One important requirement for instruments like oscilloscopes is the ability to detect and trigger on an event of interest within a stream of unsuspicious signals fast and reliably. The quicker a specific event can be detected, the faster a problem in an electronic design can be debugged, reducing development and manufacturing test times.

Figure 1. This block diagram of an oscilloscope is based on digital signal processing. The acquisition memory and signal-processing unit are determining the oscilloscope’s acquisition update rate and dead time.
This importance is not lost on oscilloscope vendors. Many vendors offer 100 or more predefined triggers to help users quickly isolate very common and uncommon signal conditions. This adds flexibility, but choosing the correct trigger can be more difficult than actually capturing the signal, given the large variation of triggers by type, speed, bandwidth, hold-off, software, and so on, but each comes with tradeoffs between flexibility and dead time. Understanding the types of triggers and their respective tradeoffs can help identify the ideal trigger approach to optimize the chances of a successful triggered event.
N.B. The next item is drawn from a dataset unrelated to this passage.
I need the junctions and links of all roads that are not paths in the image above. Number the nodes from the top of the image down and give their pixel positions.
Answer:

Two aspects determine an oscilloscope’s trigger performance. Trigger flexibility describes how easily a trigger threshold or condition can be defined to improve the efficiency by adapting to meet the signal conditions under test. Most oscilloscopes provide a variety of vendor-defined trigger functions with minimal settings, such as level or width, but don’t provide a way to customize them. Trigger dead time indicates how long the oscilloscope cannot detect triggers between acquisitions. This leads to missing trigger conditions if an event of interest falls into this dead time. Trigger dead time is an inherent quality in all trigger architectures, but there are methods and techniques to minimize the dead time. Many oscilloscope vendors offer software-based triggers to add more flexibility, but this requires a significant amount of dead time because of the need for post-processing, and is not ideal for very rare and infrequent events.

Conventional Triggering

Edge triggering (starting an acquisition on a rising or falling signal transition) is one of the most common trigger modes on oscilloscopes today. The majority of simple debug and test functions are handled with an edge trigger, but oftentimes a more complex trigger scenario is required to isolate a particular signal shape or multiple shapes in succession. More advanced triggering options are also common on oscilloscopes, and offer additional flexibility to capture serial protocols like I2C or SPI, as well as advanced events and signal characteristics such as glitches, runt, width, slew rate, and timeout.
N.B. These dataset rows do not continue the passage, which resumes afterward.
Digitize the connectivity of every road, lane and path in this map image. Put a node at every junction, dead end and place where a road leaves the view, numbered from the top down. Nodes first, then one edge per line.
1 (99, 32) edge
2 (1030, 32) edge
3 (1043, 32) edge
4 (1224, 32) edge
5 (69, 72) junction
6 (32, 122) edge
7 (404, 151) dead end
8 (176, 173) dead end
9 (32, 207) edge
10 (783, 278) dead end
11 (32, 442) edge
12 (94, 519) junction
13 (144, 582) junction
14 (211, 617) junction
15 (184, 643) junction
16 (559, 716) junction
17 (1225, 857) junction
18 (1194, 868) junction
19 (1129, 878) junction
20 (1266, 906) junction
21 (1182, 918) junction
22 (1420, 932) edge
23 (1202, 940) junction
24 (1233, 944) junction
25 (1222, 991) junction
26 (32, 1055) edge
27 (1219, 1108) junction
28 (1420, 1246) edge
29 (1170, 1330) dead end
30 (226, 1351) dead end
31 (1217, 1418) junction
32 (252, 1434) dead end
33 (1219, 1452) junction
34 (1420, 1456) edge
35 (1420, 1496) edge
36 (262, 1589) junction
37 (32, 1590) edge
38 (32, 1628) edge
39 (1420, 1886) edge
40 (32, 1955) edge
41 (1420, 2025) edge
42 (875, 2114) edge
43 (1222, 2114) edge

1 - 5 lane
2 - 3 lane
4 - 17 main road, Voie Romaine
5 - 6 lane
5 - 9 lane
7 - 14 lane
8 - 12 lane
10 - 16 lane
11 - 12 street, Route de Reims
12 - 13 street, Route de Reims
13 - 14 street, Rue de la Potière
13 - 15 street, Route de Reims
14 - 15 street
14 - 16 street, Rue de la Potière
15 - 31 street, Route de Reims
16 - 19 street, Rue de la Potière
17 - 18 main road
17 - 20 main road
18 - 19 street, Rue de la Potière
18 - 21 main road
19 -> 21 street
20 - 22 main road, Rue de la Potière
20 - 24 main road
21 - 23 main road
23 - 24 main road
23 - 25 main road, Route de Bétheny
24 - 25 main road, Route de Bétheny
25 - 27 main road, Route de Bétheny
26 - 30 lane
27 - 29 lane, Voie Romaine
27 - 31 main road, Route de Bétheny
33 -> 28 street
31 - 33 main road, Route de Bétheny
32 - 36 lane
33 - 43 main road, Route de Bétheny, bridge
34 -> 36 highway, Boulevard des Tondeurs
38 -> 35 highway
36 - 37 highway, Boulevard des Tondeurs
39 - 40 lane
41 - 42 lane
Figure 2. This shows the acquiring and analyzing of waveforms in traditional oscilloscopes with dead times in between the waveform snapshots (above) and continuous processing (below).
Many trigger conditions are implemented in hardware, but more sophisticated trigger options and signal qualifications are often performed in software, as shown in Figure 1. Software triggers offer the most flexibility, but add to the necessary data transfer and processing time during which the oscilloscopes cannot detect new triggers, as shown in Figure 2. This period when the trigger system is blind is called dead time, which can easily be a magnitude longer than the actual acquired data record — in other words, oscilloscope trigger systems can be blind over 95 percent of the time. This makes it harder to detect rare or infrequent events, leading to longer test times. And worse, users could get the false assumption that there are none of the expected events because they were not detected during measurement.

If the available trigger or signal analysis capability of an oscilloscope is not sufficient for a task, the only remaining option for users is to acquire long waveform segments and download this acquired raw data to a PC for post-processing to find a specific event. This adds an additional layer of complexity to the overall system design, and also causes longer test times because of the data transfer latency and necessary processing time.

Create Triggers Without Tradeoffs

Figure 3. A specific signal transition is captured using a user-defined trigger; the function is implemented inside the FPGA of a reconfigurable oscilloscope.
Although most software-based or smart trigger options can meet the needs in the design and test of electrical circuits, there are often rare events that can slow down product development significantly if not isolated and corrected quickly. Because of the limitation of most oscilloscope trigger functions, the user can access only what is available from the vendor.

With the ability to implement their own algorithms inside an oscilloscope, users can customize the instrument for specific tasks and not be limited to the functionality defined by the instrument vendor. For example, users can define their own application-specific trigger conditions to specifically capture a signal condition, which can help to significantly reduce test time by eliminating the need for post-processing of data on the PC, as shown in Figure 3.